• **Work required**: I'd like the entries repeated exactly, without their pictures.

Bounding box coordinate data:
-*-

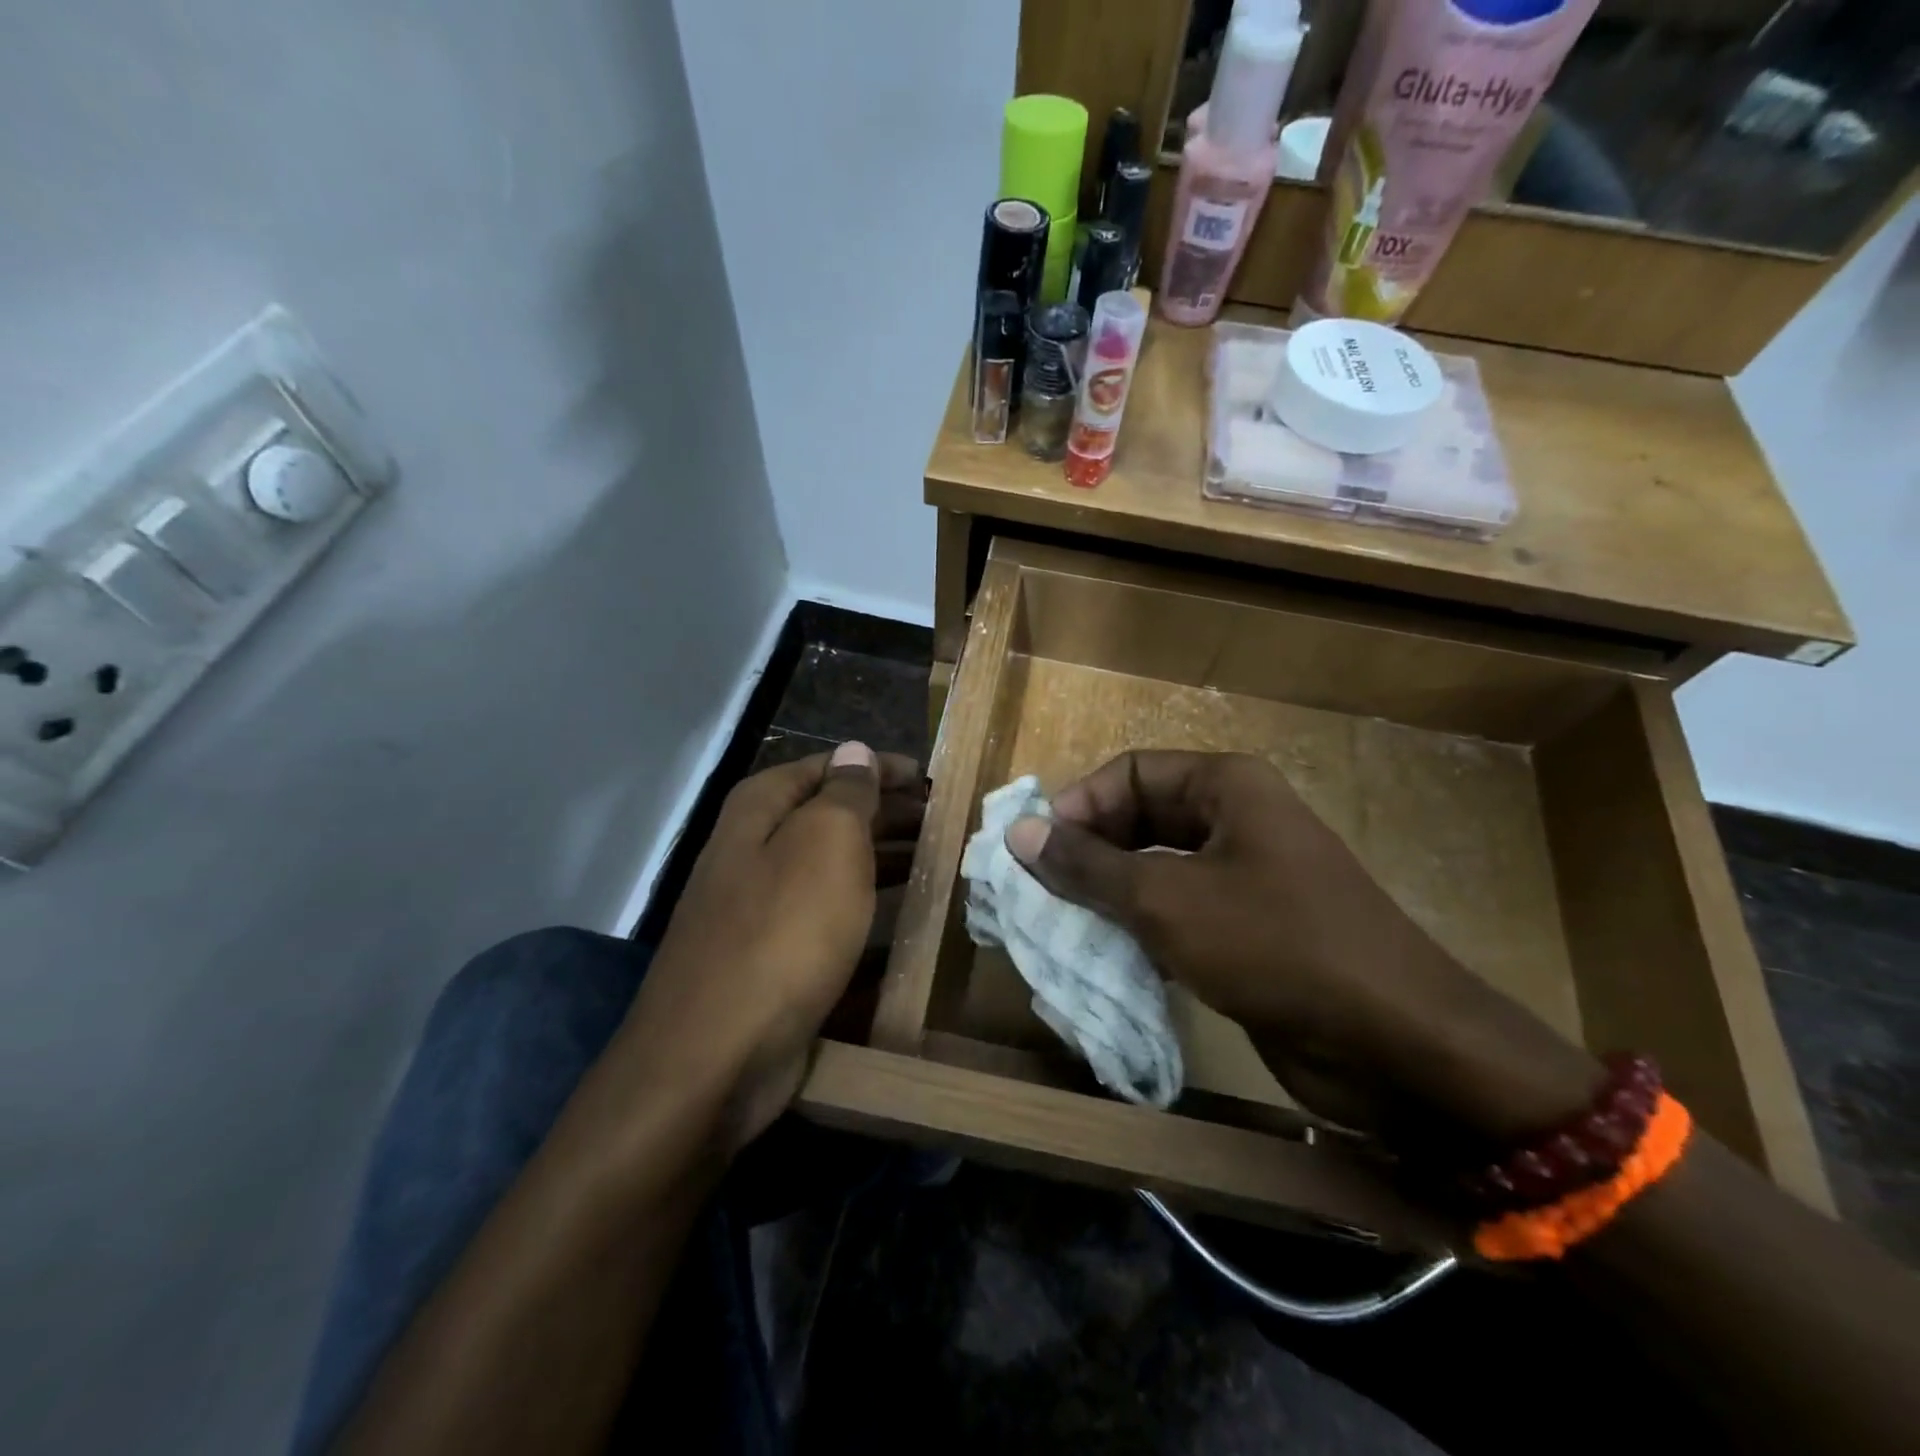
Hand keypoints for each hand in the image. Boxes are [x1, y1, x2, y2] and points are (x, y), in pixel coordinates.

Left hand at [618, 743, 923, 1156]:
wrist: (715, 1056)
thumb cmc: (782, 933)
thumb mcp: (825, 844)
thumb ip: (846, 793)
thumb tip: (856, 751)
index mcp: (761, 809)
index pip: (829, 766)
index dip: (879, 767)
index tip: (930, 778)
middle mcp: (753, 848)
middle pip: (830, 814)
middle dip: (887, 812)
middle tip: (943, 820)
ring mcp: (759, 905)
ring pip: (831, 864)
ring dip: (881, 856)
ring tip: (935, 859)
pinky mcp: (771, 954)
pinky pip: (827, 911)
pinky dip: (865, 903)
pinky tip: (900, 915)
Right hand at [1007, 751, 1599, 1143]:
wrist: (1395, 1043)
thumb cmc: (1274, 944)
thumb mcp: (1167, 898)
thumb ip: (1087, 866)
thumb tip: (1019, 833)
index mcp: (1225, 785)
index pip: (1128, 772)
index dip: (1078, 805)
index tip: (1036, 853)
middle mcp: (1235, 818)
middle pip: (1139, 817)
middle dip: (1089, 852)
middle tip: (1040, 893)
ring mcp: (1245, 876)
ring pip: (1155, 867)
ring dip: (1109, 894)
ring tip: (1061, 925)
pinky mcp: (1248, 929)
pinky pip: (1177, 911)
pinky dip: (1140, 927)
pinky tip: (1108, 956)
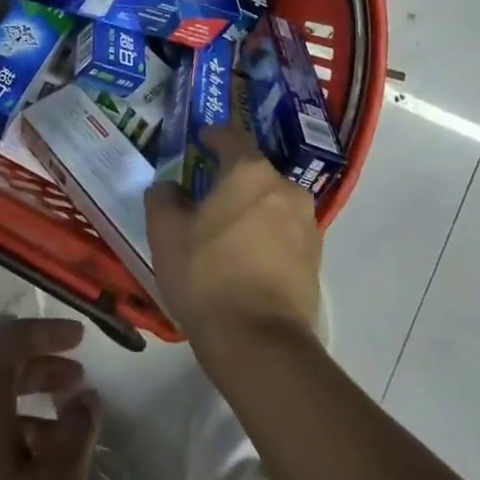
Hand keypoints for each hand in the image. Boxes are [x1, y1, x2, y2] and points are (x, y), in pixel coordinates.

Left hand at [0, 319, 99, 479]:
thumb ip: (76, 433)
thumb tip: (86, 398)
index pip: (13, 341)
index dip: (49, 333)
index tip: (82, 339)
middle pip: (0, 373)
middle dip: (42, 370)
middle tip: (78, 383)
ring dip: (30, 409)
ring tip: (66, 437)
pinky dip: (11, 438)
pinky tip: (35, 474)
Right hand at [145, 94, 321, 361]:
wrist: (260, 344)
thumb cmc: (207, 276)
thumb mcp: (165, 234)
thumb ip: (163, 198)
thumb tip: (169, 188)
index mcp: (250, 172)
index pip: (230, 137)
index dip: (212, 136)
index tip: (199, 141)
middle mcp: (285, 188)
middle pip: (254, 172)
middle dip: (231, 178)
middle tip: (206, 195)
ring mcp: (307, 223)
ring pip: (272, 203)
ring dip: (251, 209)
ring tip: (226, 231)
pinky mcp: (316, 258)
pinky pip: (284, 232)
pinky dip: (266, 236)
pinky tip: (246, 258)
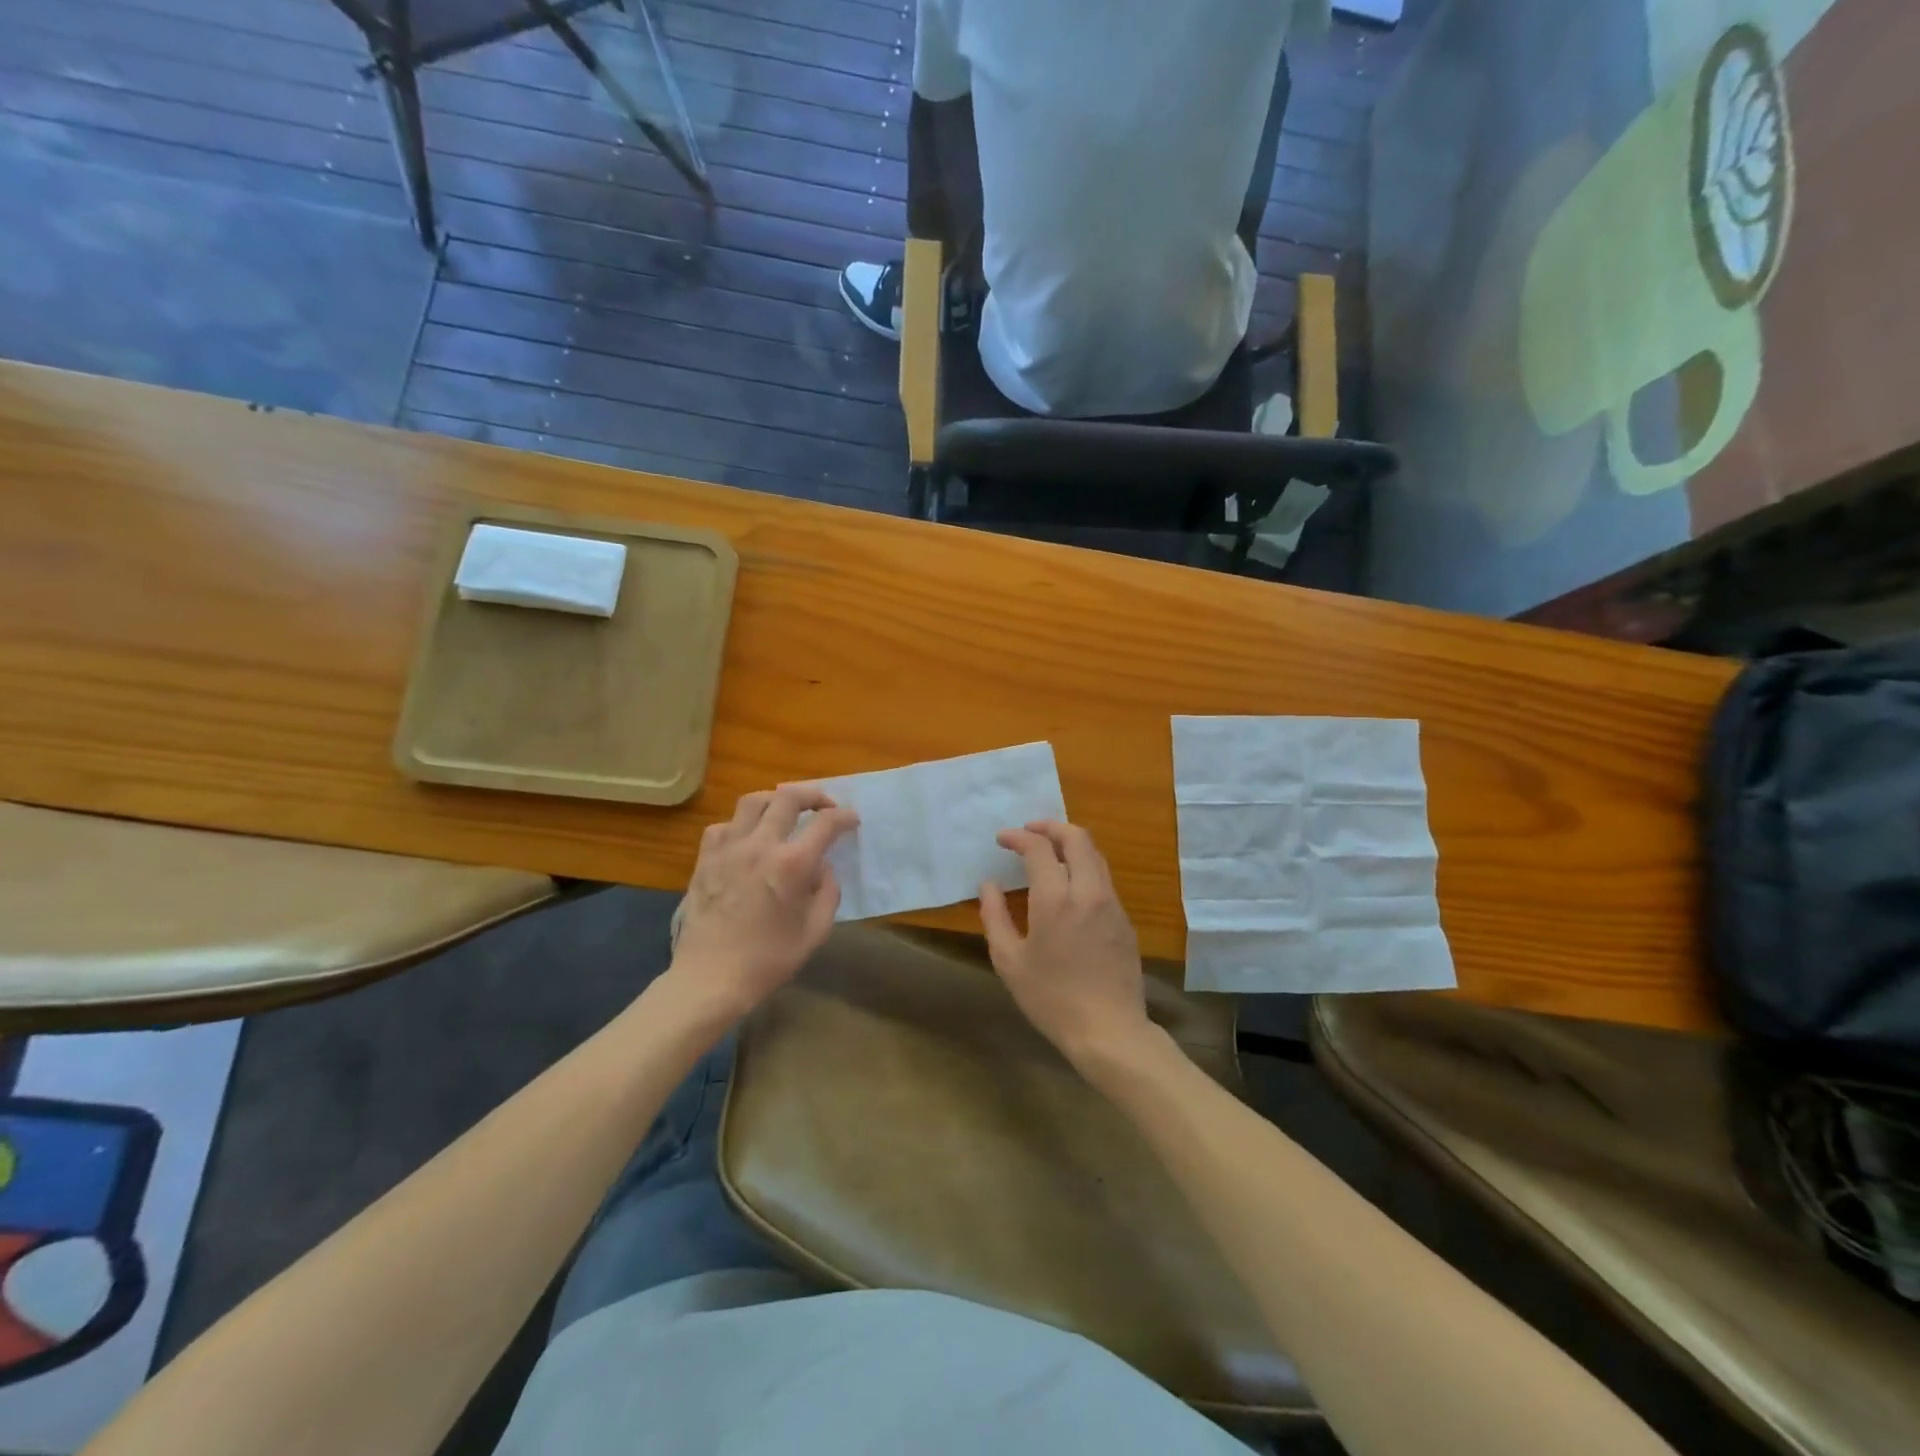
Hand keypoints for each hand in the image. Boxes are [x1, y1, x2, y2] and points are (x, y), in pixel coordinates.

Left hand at [669, 785, 858, 1017]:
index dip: (844, 817)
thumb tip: (823, 869)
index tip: (851, 821)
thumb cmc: (768, 960)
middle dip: (813, 794)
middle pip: (788, 797)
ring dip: (775, 800)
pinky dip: (741, 824)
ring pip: (753, 801)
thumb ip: (827, 893)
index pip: (826, 823)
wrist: (710, 978)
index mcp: (792, 864)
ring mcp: (728, 848)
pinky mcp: (705, 859)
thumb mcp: (815, 932)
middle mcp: (760, 845)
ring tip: (785, 811)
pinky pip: (724, 826)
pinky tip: (747, 839)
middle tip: (824, 805)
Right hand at [979, 820, 1151, 1068]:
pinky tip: (1069, 885)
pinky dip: (1084, 866)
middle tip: (1030, 831)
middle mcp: (1088, 891)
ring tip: (1049, 852)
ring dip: (1071, 843)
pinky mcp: (1125, 920)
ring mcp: (1112, 904)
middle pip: (1077, 837)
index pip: (1039, 848)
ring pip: (1095, 855)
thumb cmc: (1051, 998)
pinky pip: (1104, 878)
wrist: (1109, 1031)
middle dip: (1051, 826)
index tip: (1002, 839)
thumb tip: (989, 886)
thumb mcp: (1009, 961)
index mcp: (1056, 899)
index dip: (1018, 836)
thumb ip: (995, 916)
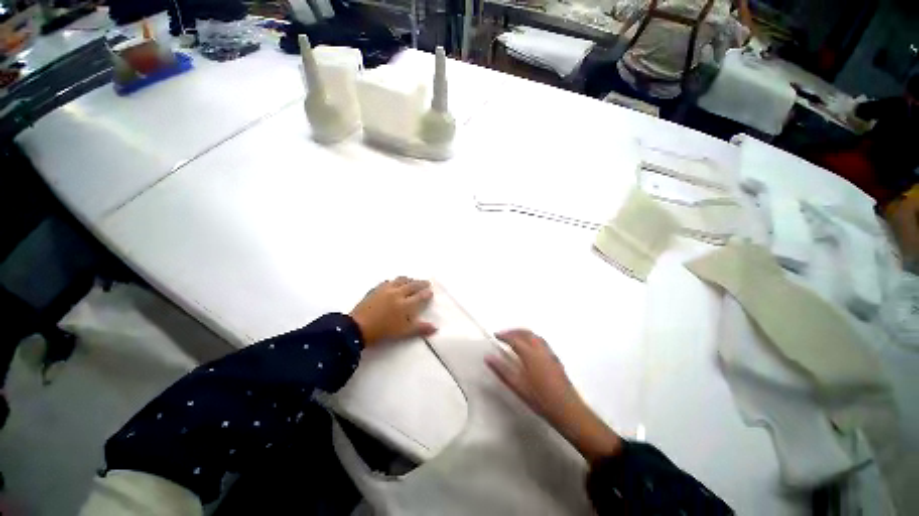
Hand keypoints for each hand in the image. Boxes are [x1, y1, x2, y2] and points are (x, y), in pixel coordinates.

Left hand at [349, 277, 435, 346]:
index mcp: (406, 304)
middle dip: (421, 283)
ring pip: (400, 280)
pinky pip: (388, 282)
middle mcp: (398, 293)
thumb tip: (435, 328)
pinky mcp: (375, 289)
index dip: (427, 293)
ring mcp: (386, 289)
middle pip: (412, 285)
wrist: (357, 327)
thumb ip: (420, 328)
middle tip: (426, 283)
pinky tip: (393, 283)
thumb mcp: (403, 332)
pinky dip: (394, 281)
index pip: (420, 296)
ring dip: (409, 279)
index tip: (431, 292)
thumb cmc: (383, 331)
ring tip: (412, 280)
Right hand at [486, 329, 621, 462]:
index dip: (504, 336)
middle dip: (514, 331)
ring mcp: (550, 354)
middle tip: (504, 334)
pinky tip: (530, 348)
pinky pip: (541, 342)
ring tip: (515, 338)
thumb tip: (488, 357)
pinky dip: (532, 338)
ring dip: (523, 333)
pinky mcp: (556, 360)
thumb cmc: (541, 399)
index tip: (496, 335)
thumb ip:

-*-

• **Answer area**:
Hand keypoints for each hand in the image. Boxes are [x1, y1, x2, y2] and points are (x, y), in pixel coordinates.

Left hand at [618, 743, 923, 1156]:
wrist: (715, 1056)
thumb cmc: (782, 933)
thumb mcp: (825, 844)
thumb ip: (846, 793)
thumb tip: (856, 751)
index mcp: (761, 809)
index pip: (829, 766)
index dip: (879, 767)
index tip: (930, 778)
middle mcp: (753, 848)
middle pip: (830, 814)
middle dip: (887, 812)
middle tip: (943, 820)
ring mcp: (759, 905)
ring pip: (831, 864)
ring dip: (881, 856)
ring tip: (935, 859)
pinky mcp: (771, 954)
pinky pip: (827, 911)
pinky dip: (865, 903)
pinky tip: (900, 915)
Right hand at [1007, 751, 1599, 1143]:
wrist: (1395, 1043)
thumb cmc: (1274, 944)
thumb mcp: (1167, 898)
thumb ip: (1087, 866)
thumb tip: (1019, 833)
index mcp: (1225, 785)
index pip: (1128, 772)
index dip: (1078, 805)
index tip: (1036, 853)
middle mcp: (1235, 818)
middle pip: (1139, 817)
middle dip: (1089, 852)
middle tip: (1040, 893)
ring mcp: (1245, 876)
ring pip: (1155, 867)
ring dip: (1109, 894)
ring tip: (1061, 925)
pinky mcp: (1248, 929)
pinky pip: (1177, 911)
pinky dip: (1140, 927)
pinky tip: (1108, 956)
Hand keypoints for each hand in the image. Boxes are [x1, y1, x2, y2] and points are (x, y), in pixel coordinates.

Left hand at [0, 319, 99, 479]:
thumb ip: (76, 433)
thumb tip: (86, 398)
index pip: (13, 341)
index dip: (49, 333)
index tip: (82, 339)
middle pip: (0, 373)
middle dip: (42, 370)
middle tip: (78, 383)
ring dip: (30, 409)
ring tip: (66, 437)
pinky dip: (11, 438)
pinky tip: (35, 474)
Right hand at [145, 94, 321, 361]:
wrist: (260, 344)
thumb cmc: (207, 276)
thumb mcp: (165, 234)
thumb ip: (163, 198)
thumb tip: (169, 188)
index mcp: (250, 172)
index pip: (230, 137)
index dip: (212, 136)
index tip: (199, 141)
middle mcp: (285, 188)
middle pip: (254, 172)
middle dip: (231, 178)
middle tip: (206, 195)
ring mcp: (307, 223)
ring pip: (272, 203)
ring dip: (251, 209)
ring tip: (226, 231)
pinky mcp: (316, 258)
pinky pip: (284, 232)
pinky dip: (266, 236)
pinky tip: (246, 258)
Hand keypoints for each hand in the image. Boxes are [x1, y1, x2, y2] and points are (x, y), in pixel coordinates.

Left hand at [669, 785, 858, 1017]:
index dip: (844, 817)
thumb tip: (823, 869)
index tip: (851, 821)
thumb cmc: (768, 960)
middle dip: (813, 794)
middle pip: (788, 797)
ring dip: (775, 800)
pinky dip: (741, 824)
ring pip: (753, 801)
thumb ip: (827, 893)
index pip: (826, 823)
wrist: (710, 978)
index mcp: (792, 864)
ring mcp: (728, 848)
pinky mcp: (705, 859)
thumb mcp: (815, 932)
middle mcp: (760, 845)
ring tip: (785, 811)
pinky pip: (724, 826)
pinky tip: (747, 839)
middle tip: (824, 805)
Right hand at [979, 820, 1151, 1068]:
pinky tip: (1069, 885)
pinky dip: (1084, 866)
middle tip: (1030, 831)
middle mcp: (1088, 891)
ring tip: (1049, 852)
ring dip: (1071, 843)
pinky mcp: (1125, 920)
ring mcp: (1112, 904)
middle pip: (1077, 837)
index pip: (1039, 848)
ring pip: (1095, 855)
thumb cmc: (1051, 998)
pinky pip: (1104, 878)
wrist: (1109, 1031)
middle dip: (1051, 826)
index tip: (1002, 839)
thumb tip: (989, 886)
thumb mcp: (1009, 961)
index mcp: (1056, 899)
index dip: (1018, 836)
thumb ip: (995, 916)
Hand keypoints for each hand in the image. Boxes are [x1, y1, x2, y2] and points are (x, y), in pixel coordinates.

Left hand at [349, 277, 435, 346]:
index mcp: (406, 304)
middle dip: (421, 283)
ring pip: (400, 280)
pinky pip: (388, 282)
middle mcp: (398, 293)
thumb tip: (435, 328)
pinky mcp: (375, 289)
index dip: (427, 293)
ring mcp: (386, 289)
middle pip: (412, 285)
wrist: (357, 327)
thumb ip: (420, 328)
middle tip: (426, 283)
pinky tip: (393, 283)
thumb mcp: (403, 332)
pinky dip: (394, 281)
index pip: (420, 296)
ring dip: (409, 279)
index tip: (431, 292)
thumb cmc: (383, 331)
ring tip: (412, 280)
Right hand at [486, 329, 621, 462]:
index dip: (504, 336)
middle dip: (514, 331)
ring mcp: (550, 354)
middle tip: (504, 334)
pinky tip: (530, 348)
pinky pip: (541, 342)
ring tip: (515, 338)
thumb tip: (488, 357)
pinky dip: (532, 338)
ring dip: (523, 333)
pinky mcp: (556, 360)
thumb cmc: (541, 399)
index tip: (496, 335)
thumb ip:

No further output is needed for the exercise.